Kazuto berlari mengikuti suara itu, mencoba mencari sumbernya. Langkah kakinya terasa berat, seakan ada sesuatu yang menghalangi, namun ia terus maju. Bayangan-bayangan samar muncul di kejauhan, bergerak cepat seperti hantu yang tak dapat ditangkap oleh mata. Setiap kali ia mendekat, bayangan-bayangan itu menghilang begitu saja, seolah-olah bersembunyi di balik kabut hujan yang semakin tebal.

 

Teriakan wanita itu semakin keras, semakin melengking, seperti suara yang tertahan, penuh penderitaan. Dan saat ia mencoba mendekat, jeritan itu berubah menjadi sesuatu yang lebih menakutkan, memecah keheningan malam dengan keganasan yang membuat tubuh Kazuto membeku. Suara itu begitu mengerikan, begitu penuh rasa takut, sehingga ia terbangun dengan napas yang terengah-engah dan jantung yang berdebar kencang.

 

Di sekeliling kamar, hanya ada kegelapan dan cahaya redup dari lampu minyak yang berkelip pelan. Kazuto mengatur napasnya, berusaha menenangkan dirinya. Ia menoleh ke sekitar, memastikan bahwa ia masih berada di rumah kepala desa.

 

Suara hujan yang tak berhenti terdengar terus dari luar, sementara kilatan petir sesekali menyambar di langit, menerangi sejenak kegelapan.

 

Namun, meski ia tahu dirinya terbangun dari mimpi, sensasi dan ketakutan yang ditinggalkan oleh mimpi itu masih menghantuinya.

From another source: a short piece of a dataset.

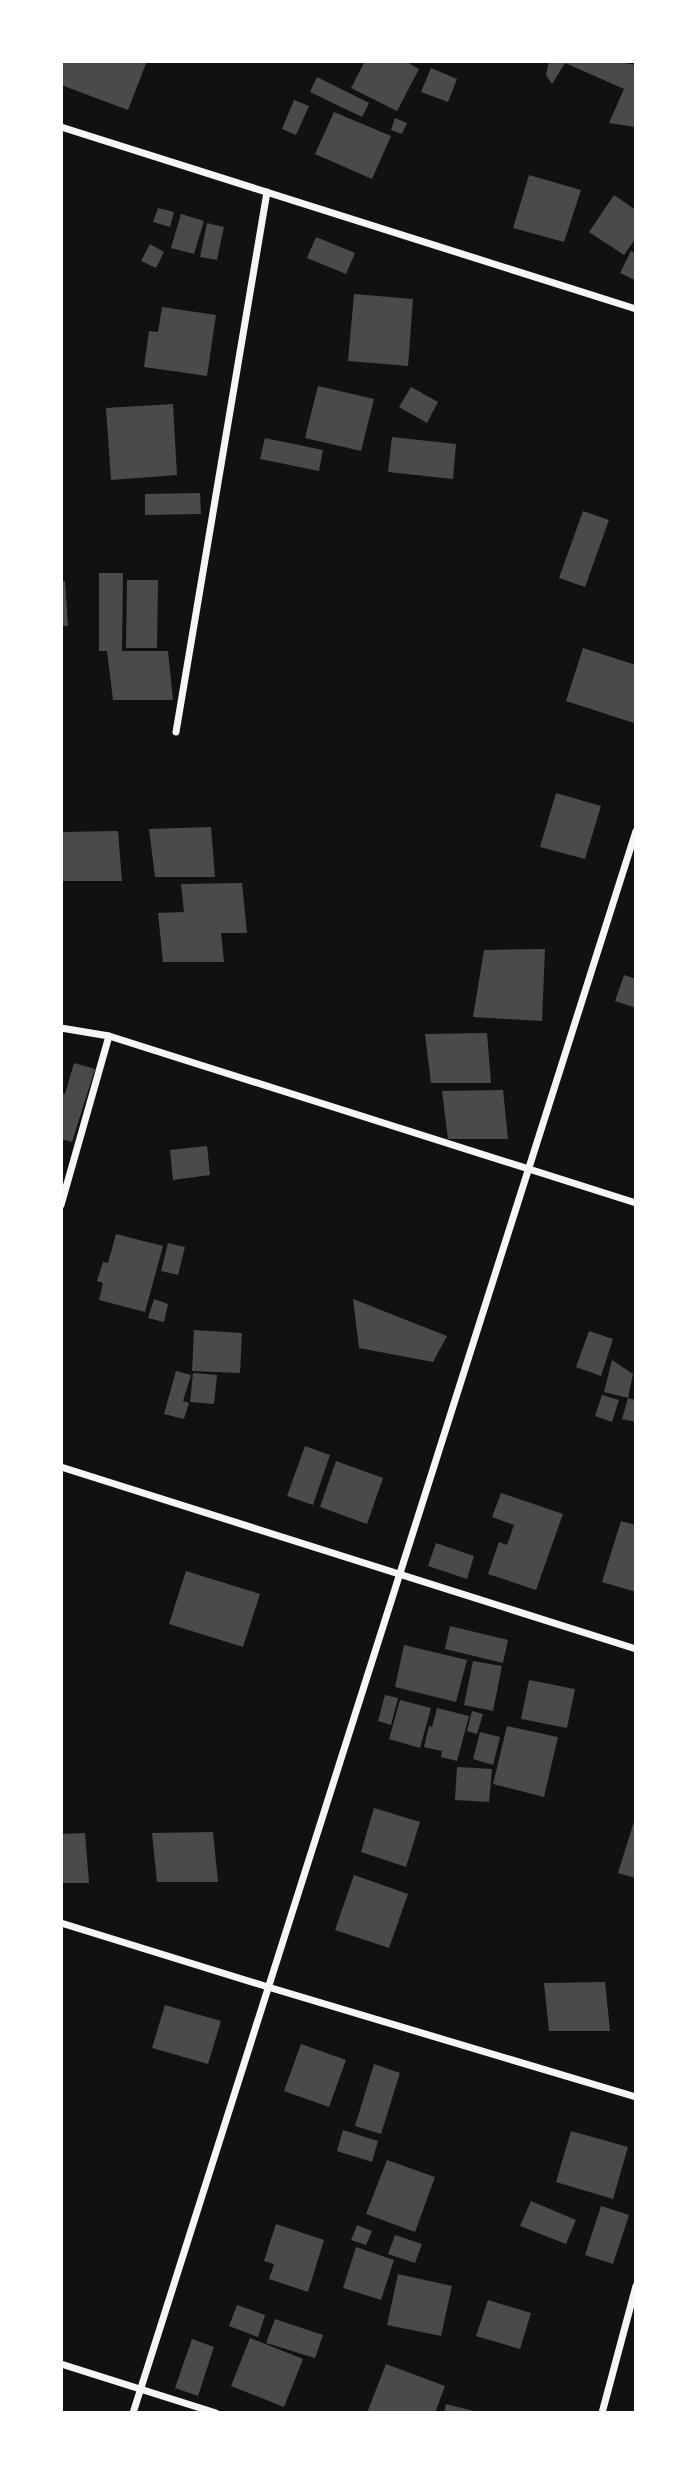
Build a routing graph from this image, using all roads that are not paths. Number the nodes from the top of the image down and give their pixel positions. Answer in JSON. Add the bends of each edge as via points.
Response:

Suara jeritan wanita itu masih terngiang di telinga, dan perasaan tidak tenang itu terus menggantung di dalam dirinya, seperti ada sesuatu yang mengintai, menunggu untuk muncul dari kegelapan.

 

Informasi telah terungkap:

"Meskipun hujan deras sudah turun selama empat hari berturut-turut, anehnya desa ini tidak kebanjiran. Padahal, Desa in terletak di perbukitan yang biasanya membuat air hujan mengalir ke pantai, seolah-olah airnya menguap keatas."